Tuesday, 24 January 2017

Oliver: Transformer 2 - Whistle Tune (7 March 1992)

Inspired by Caitlin Moran's tweet about her appearance on Desert Island Discs, in which she decided that the only way to narrow down her choice of records to 8 would be to pick "bangers", I was all set to use the same phraseology on this debut release by Euro techno duo, Transformer 2.  I was all set to rhapsodise about this track, a humble B-side, as a wonderful example of industrial gronk dance; the beats thudding down like metal girders plunged deep into the ground, until I listened more closely to the metallic pain in those opening, echoey synth waves and found my comparisons moving away from dance music and more towards one of John Peel's great loves of his hippy days, The Third Ear Band.
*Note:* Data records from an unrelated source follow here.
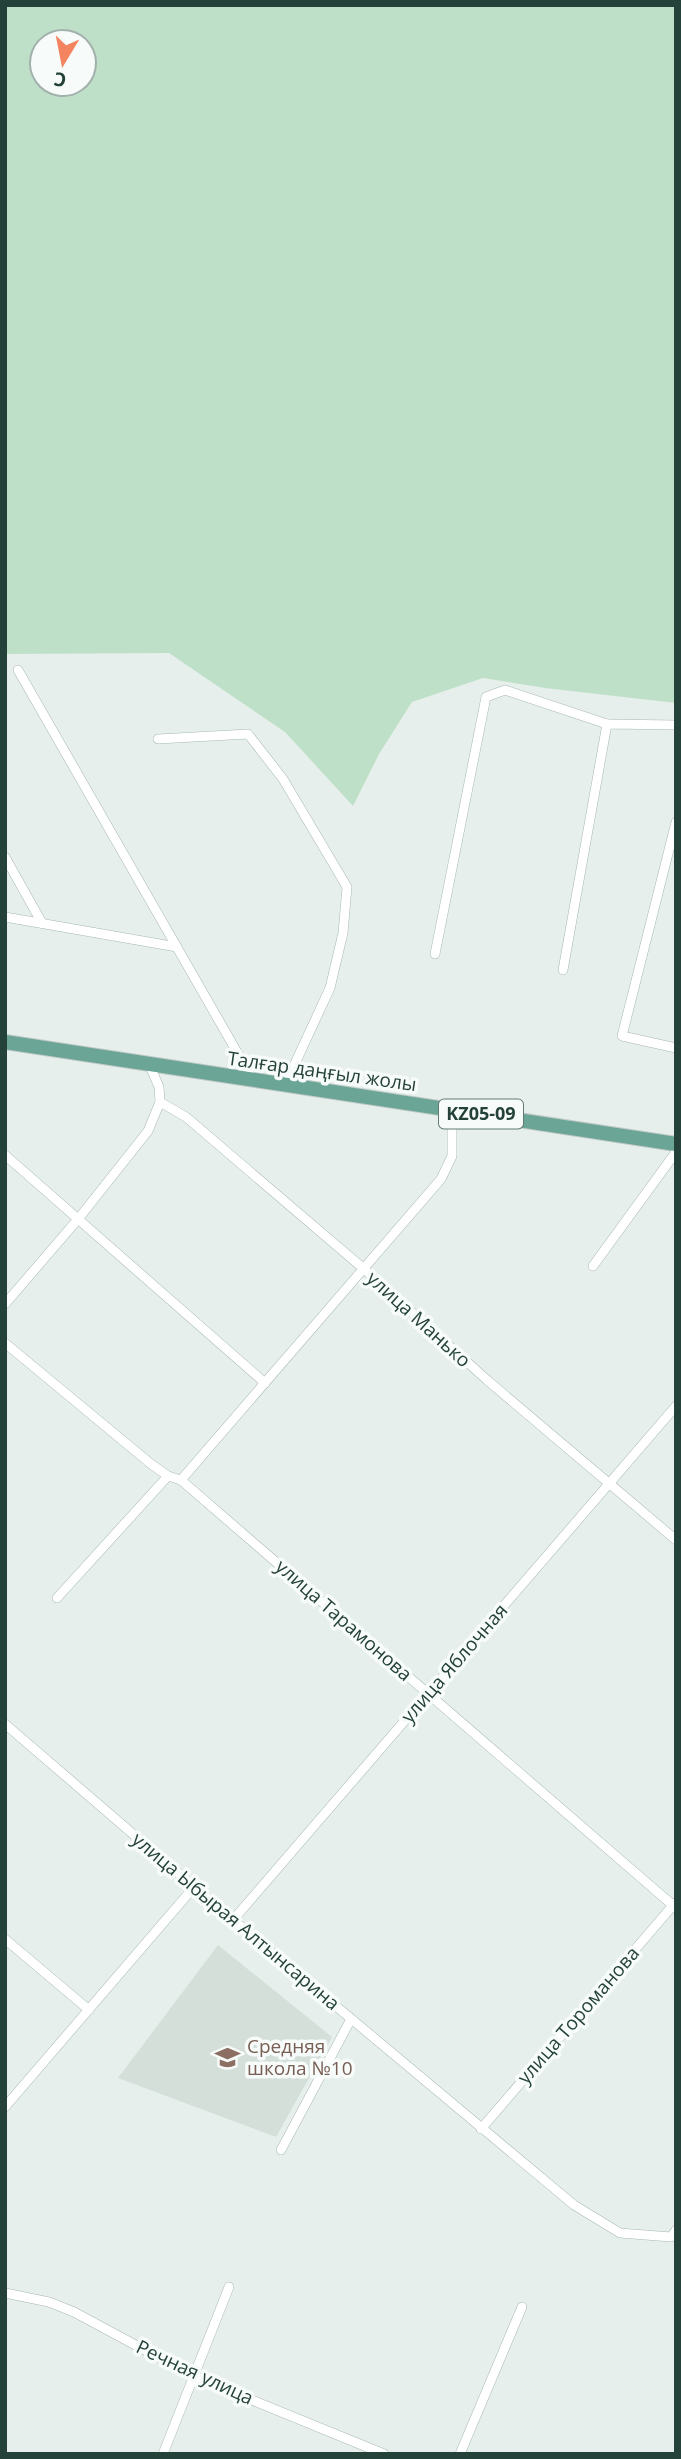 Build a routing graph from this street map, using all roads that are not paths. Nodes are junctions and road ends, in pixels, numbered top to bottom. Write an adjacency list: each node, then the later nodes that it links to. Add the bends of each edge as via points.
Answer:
1 (18, 670): 9 (street)
2 (607, 724): 3 (street); 10 (street, via 505,690 486,696); 11 (street)
3 (676, 724)
4 (158, 739): 16 (street, via 248,734 284,779 347,887 343,933 330,988)
5 (676, 821): 13 (street, via 622,1035)
6 (5, 857): 8 (street)
7 (5, 916): 8 (street)
8 (42, 923): 9 (street)
9 (177, 947): 15 (street)
10 (435, 954)
11 (564, 970)
12 (5, 1042): 14 (main road, Талғар даңғыл жолы / KZ05-09)
13 (676, 1048)
14 (150, 1066): 15 (main road, Талғар даңғыл жолы / KZ05-09); 17 (street)
15 (253, 1080): 16 (main road, Талғар даңғыл жолы / KZ05-09)
16 (285, 1085): 18 (main road, Талғар даңғыл жолы / KZ05-09)
17 (160, 1102): 22 (street, via 137,1147); 24 (street, улица Манько, via 186,1117)
18 (452, 1110): 19 (main road, Талғар даңғыл жолы / KZ05-09); 24 (street, via 449,1167)
19 (676, 1144)
20 (676, 1152): 23 (street)
21 (5, 1155): 22 (street)
22 (79, 1218): 25 (street); 27 (street)
23 (593, 1266)
24 (364, 1269): 27 (street); 31 (street, улица Манько, via 487,1381)
25 (5, 1304)
26 (5, 1343): 29 (street, улица Тарамонова)
27 (265, 1383): 30 (street)
28 (676, 1406): 31 (street, улица Яблочная)
29 (168, 1476): 30 (street, улица Тарамонова); 33 (street)
30 (181, 1480): 34 (street, улица Тарамонова)
31 (610, 1483): 32 (street, улица Манько); 34 (street, улица Яблочная)
32 (676, 1540)
33 (57, 1598)
34 (428, 1693): 37 (street, улица Тарамонова); 38 (street, улица Яблочная)
35 (5, 1724): 36 (street, улица Ыбырая Алтынсарина)
36 (194, 1887): 38 (street, улица Ыбырая Алтынсарина); 40 (street)
37 (675, 1905): 43 (street, улица Тороманова)
38 (233, 1920): 41 (street, улица Ыбырая Алтынсарина)
39 (5, 1939): 40 (street)
40 (89, 2010): 42 (street)
41 (351, 2019): 43 (street, улица Ыбырая Алтынсарина); 44 (street)
42 (5, 2107)
43 (481, 2129): 45 (street, улица Ыбырая Алтынсарина, via 574,2205 620,2233 671,2237)
44 (281, 2150)
45 (676, 2230)
46 (229, 2287): 49 (street)
47 (5, 2292): 49 (street, Речная улица, via 74,2312)
48 (522, 2307): 52 (street)
49 (193, 2376): 50 (street); 51 (street, Речная улица)
50 (163, 2454)
51 (384, 2454)
52 (460, 2454)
Sometimes, when Peel played an extreme piece of music, he might undercut it by saying that he could hear traces of Pink Floyd or Little Richard in it.  I went through exactly the same feeling when listening to Whistle Tune.  It may not be easy to make a direct link between free-form Celtic jazz acoustica and industrial techno, but I couldn't avoid it.  I lived and breathed Third Ear Band music through late 2012 into early 2013 when I used their soundtrack to Roman Polanski's film of Macbeth throughout a show I directed called The Scottish Play, which I had appeared in 17 years earlier and will one day have its own section in this blog.  I liked the juxtaposition of using their tunes to soundtrack the story of an estate agent's attempts to stage a production of Macbeth while his own life was falling apart due to it becoming his obsession.  To go from from it accompanying one of Shakespeare's greatest plays to a deceptively deep tale of amateur dramatics folk was something that I couldn't resist.  Most of the album is made up of bracing, catchy Celtic melodies - albeit shot through with a creeping sense of darkness as Macbeth falls deeper into evil, but for tracks covering murders or consort with spirits, the music becomes far more intense and discordant.  There's a lot of free-form playing which reflects the unhinged state of mind of many of the play's characters.  And, in its latter tracks, there are moments when some of the earlier musical motifs, which rang out loud and clear back then, peek out through the squall of the more intense pieces, like memories of a happier time, being submerged under the foul stench of death. All of that linked to Whistle Tune, and that burst of bubbling synths which plays after that opening salvo of metal strikes, sounds exactly like Third Ear Band would have done had they made a techno album.
Taken on its own terms, Whistle Tune is a splendid piece of dance music, but if I ever get the chance to DJ at Fabric or similar , I'd have to put Transformer 2 and Third Ear Band back to back and see who else spots the connection.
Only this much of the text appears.